Molecular mass of RNA polymerase II holoenzyme

Range ~4 MDa
Organism Eukaryotes
Reference Jackson DA, Pombo A, Iborra F. The balance sheet for transcription: an analysis of nuclear RNA metabolism in mammalian cells. FASEB J. 2000 Feb14(2):242-54. p.242 right column 2nd paragraphPubMed ID10657981
Primary Source See refs in - link
Comments "Three different RNA polymerase (pol) complexes perform RNA synthesis in the nuclei of mammalian cells (11, 12). In most cells, RNA polymerase II (pol II) is the major activity, transcribing all protein-coding genes to generate patterns of gene expression that determine cell type.
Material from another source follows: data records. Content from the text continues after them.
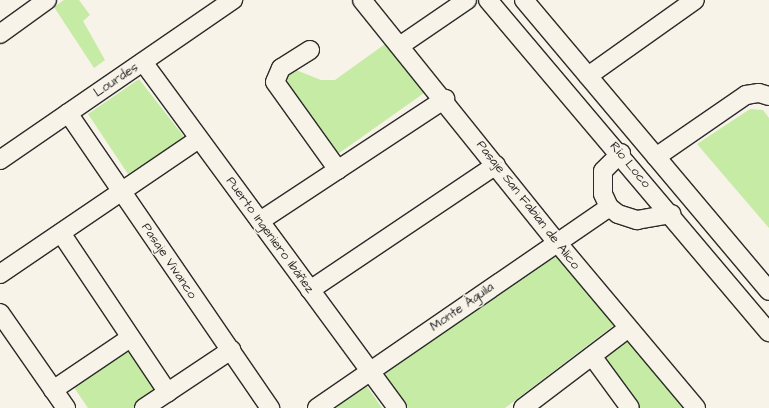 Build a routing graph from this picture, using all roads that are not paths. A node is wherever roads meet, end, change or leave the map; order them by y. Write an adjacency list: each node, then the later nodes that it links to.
1 (47, 0): 8 (street)
2 (233, 0): 11 (street, Lourdes)
3 (362, 0): 9 (street, Pasaje San Fabian de Alico)
4 (467, 0): 9 (street)
5 (488, 0): 17 (street, Río Loco)
6 (524, 0): 12 (street, Río Loco)
7 (695, 0): 12 (street)
8 (0, 34)
9 (401, 46): 14 (street, Pasaje San Fabian de Alico)
10 (310, 50): 21 (street)
11 (143, 62): 15 (street, Lourdes); 16 (street, Puerto Ingeniero Ibáñez)
12 (588, 76): 18 (street, Río Loco)
13 (769, 96): 18 (street)
14 (444, 99): 20 (street, Pasaje San Fabian de Alico); 21 (street)
15 (68, 113): 19 (street, Lourdes); 22 (street, Pasaje Vivanco)
16 (199, 139): 22 (street); 25 (street, Puerto Ingeniero Ibáñez)
17 (621, 153): 23 (street); 24 (street, Río Loco)
18 (656, 157): 29 (street, Río Loco)
19 (0, 160)
20 (496, 165): 27 (street, Pasaje San Fabian de Alico); 30 (street)
21 (338, 170): 25 (street)
22 (122, 192): 26 (street); 35 (street, Pasaje Vivanco)
23 (609, 207): 24 (street); 27 (street, Monte Águila)
24 (671, 214): 33 (street, Río Loco)
25 (260, 221): 30 (street, Puerto Ingeniero Ibáñez)
26 (61, 233): 28 (street); 34 (street)
27 (556, 242): 32 (street, Pasaje San Fabian de Alico); 37 (street, Monte Águila)
28 (0, 274)
29 (766, 283)
30 (310, 290): 37 (street, Puerto Ingeniero Ibáñez)
31 (0, 313): 38 (street)
32 (627, 329): 36 (street); 47 (street, Pasaje San Fabian de Alico)
33 (769, 332)
34 (130, 338): 38 (street); 39 (street)
35 (230, 350): 39 (street); 42 (street, Pasaje Vivanco)
36 (592, 356): 45 (street); 46 (street)
37 (370, 371): 43 (street, Monte Águila); 44 (street, Puerto Ingeniero Ibáñez)
38 (53, 390): 40 (street)
39 (168, 393): 41 (street)
40 (66, 408)
41 (144, 408)
42 (270, 408)
43 (317, 408)
44 (397, 408)
45 (523, 408)
46 (630, 408)
47 (696, 408) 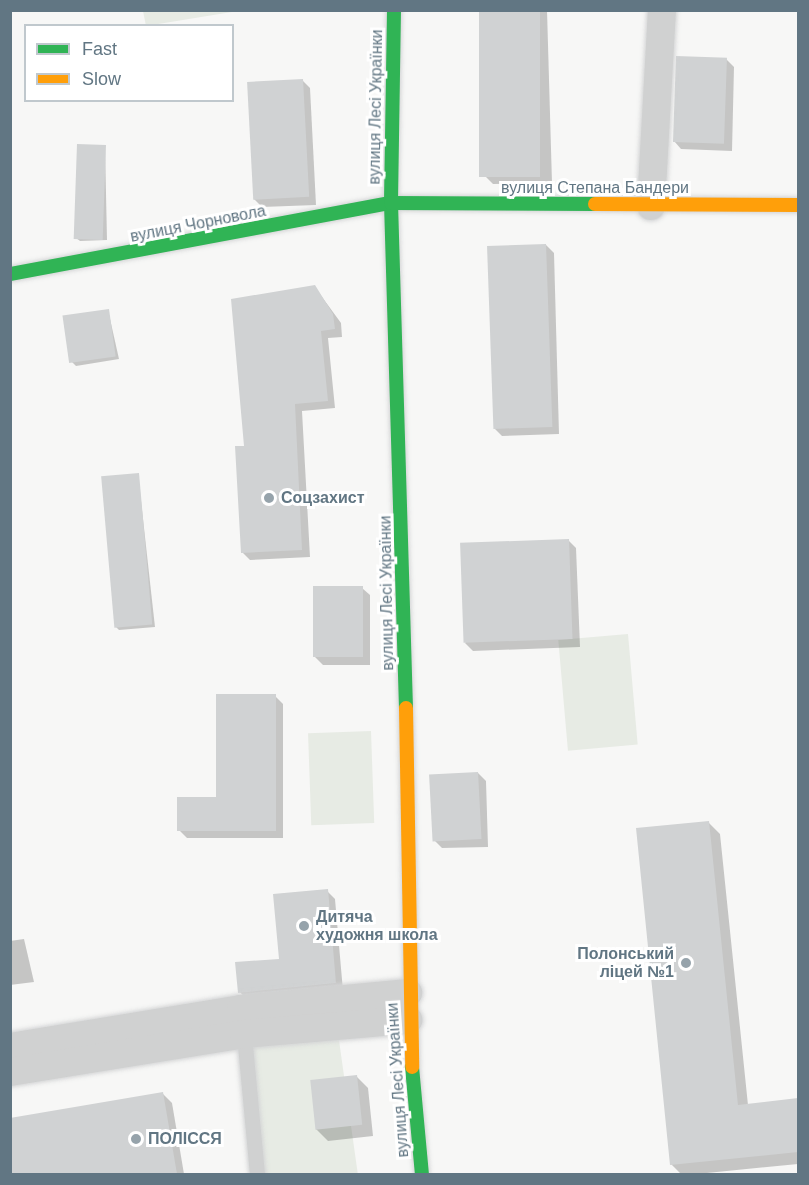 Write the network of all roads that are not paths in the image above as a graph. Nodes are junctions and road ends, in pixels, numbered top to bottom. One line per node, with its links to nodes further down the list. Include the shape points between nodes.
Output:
1 (394, 10): 3 (main road, вулиця Лесі Українки)
2 (662, 10): 5 (street)
3 (391, 203): 5 (main road, вулиця Степана Бандери); 6 (main road, вулиця Чорновола); 7 (main road, вулиця Лесі Українки, via 405,611)
4 (798, 205): 5 (main road, вулиця Степана Бандери)
5 (651, 206)
6 (10, 274)
7 (408, 1006): 8 (street); 9 (street, via 242,1009); 12 (main road, вулиця Лесі Українки)
8 (244, 1034): 10 (street); 11 (lane)
9 (10, 1047)
10 (10, 1072)
11 (257, 1174)
12 (422, 1174) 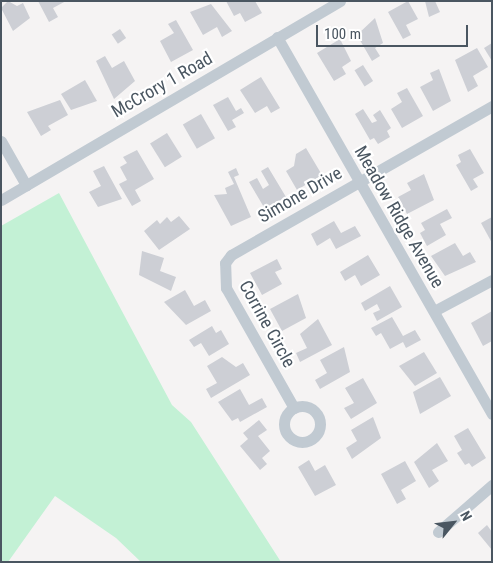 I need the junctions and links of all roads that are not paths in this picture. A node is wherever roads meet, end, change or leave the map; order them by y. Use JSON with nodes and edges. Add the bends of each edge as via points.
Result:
{"nodes":[{"id":1,"x":340,"y":1,"type":"edge"},
{"id":2,"x":277,"y":37,"type":"junction"},
{"id":3,"x":492,"y":106,"type":"edge"},
{"id":4,"x":1,"y":141,"type":"edge"},
{"id":5,"x":357,"y":182,"type":"junction"},
{"id":6,"x":26,"y":185,"type":"junction"},
{"id":7,"x":1,"y":200,"type":"edge"},
{"id":8,"x":231,"y":255,"type":"joint"},
{"id":9,"x":492,"y":280,"type":"edge"},
{"id":10,"x":434,"y":311,"type":"junction"},
{"id":11,"x":294,"y":408,"type":"dead end"},
{"id":12,"x":492,"y":414,"type":"edge"},
{"id":13,"x":492,"y":485,"type":"edge"},
{"id":14,"x":438,"y":532,"type":"dead end"}],
"edges":[{"from":1,"to":2,"type":"street","name":"McCrory 1 Road"},
{"from":2,"to":5,"type":"street","name":"Meadow Ridge Avenue"},
{"from":2,"to":6,"type":"street","name":"McCrory 1 Road"},
{"from":3,"to":5,"type":"street","name":"Simone Drive"},
{"from":4,"to":6,"type":"street"},
{"from":5,"to":8,"type":"street","name":"Simone Drive"},
{"from":5,"to":10,"type":"street","name":"Meadow Ridge Avenue"},
{"from":6,"to":7,"type":"street","name":"McCrory 1 Road"},
{"from":8,"to":11,"type":"street","name":"Corrine Circle","via":[[222,274],[226,288]]},
{"from":9,"to":10,"type":"street"},
{"from":10,"to":12,"type":"street","name":"Meadow Ridge Avenue"},
{"from":13,"to":14,"type":"street"}]} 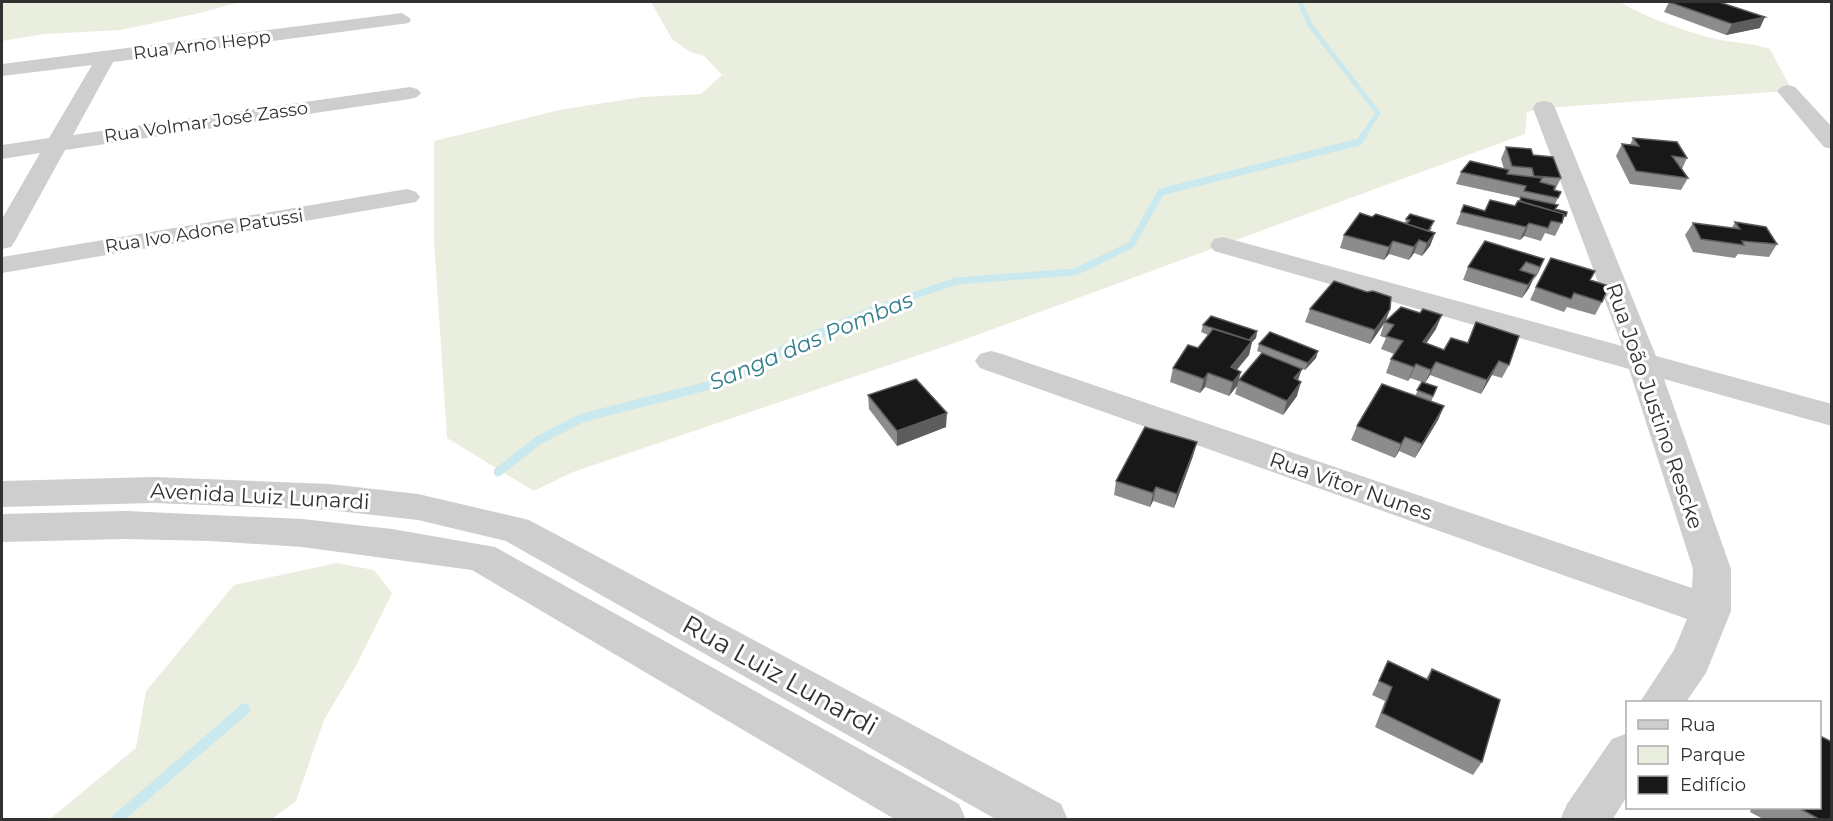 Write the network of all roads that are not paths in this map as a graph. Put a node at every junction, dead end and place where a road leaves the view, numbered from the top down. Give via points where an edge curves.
1 (402, 19) dead end
2 (106, 57) junction
3 (2, 70) edge
4 (1788, 91) dead end
5 (411, 93) dead end
6 (1544, 108) dead end
7 (1832, 142) edge
8 (56, 144) junction
9 (2, 152) edge
10 (407, 197) dead end
11 (2, 241) edge
12 (1223, 245) dead end
13 (2, 265) edge
14 (991, 361) dead end
15 (1642, 362) junction
16 (1832, 416) edge
17 (2, 494) edge
18 (2, 528) edge
19 (516, 530) junction
20 (481, 557) junction
21 (1711, 611) junction
22 (1663, 701) edge
23 (1626, 757) edge
24 (942, 819) edge
25 (1044, 819) edge
26 (1584, 819) edge

1 - 2 street, Rua Arno Hepp
2 - 3 street, Rua Arno Hepp
2 - 8 street
4 - 7 street
5 - 8 street, Rua Volmar José Zasso
6 - 15 street, Rua João Justino Rescke
8 - 9 street, Rua Volmar José Zasso
8 - 11 street
10 - 13 street, Rua Ivo Adone Patussi
12 - 15 street
14 - 21 street, Rua Vítor Nunes
15 - 16 street
15 - 21 street, Rua João Justino Rescke via 1712,569
17 - 19 street, Avenida Luiz Lunardi via 154,490 329,497 418,507
18 - 20 street, Avenida Luiz Lunardi via 126,525 245,529 381,542
19 - 20 street
19 - 25 street, Rua Luiz Lunardi
20 - 24 street, Rua Luiz Lunardi
21 - 22 street, Rua João Justino Rescke via 1690,660
23 - 26 street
Synthesis is performed by an ~4 MDa holoenzyme containing the pol II core enzyme and other activities required during RNA synthesis and processing (primary sources). RNA polymerase I (pol I) is dedicated to the synthesis of the repeated ribosomal RNA (rRNA) genes, within specialized nuclear sites—nucleoli—and RNA polymerase III (pol III), a minor nucleoplasmic activity, transcribes transfer RNA (tRNA) and 5S rRNA genes. Small nuclear RNA (snRNA) and small nucleolar RNA (snoRNA) genes encode structural RNAs needed for RNA processing some are transcribed by pol II and others by pol III."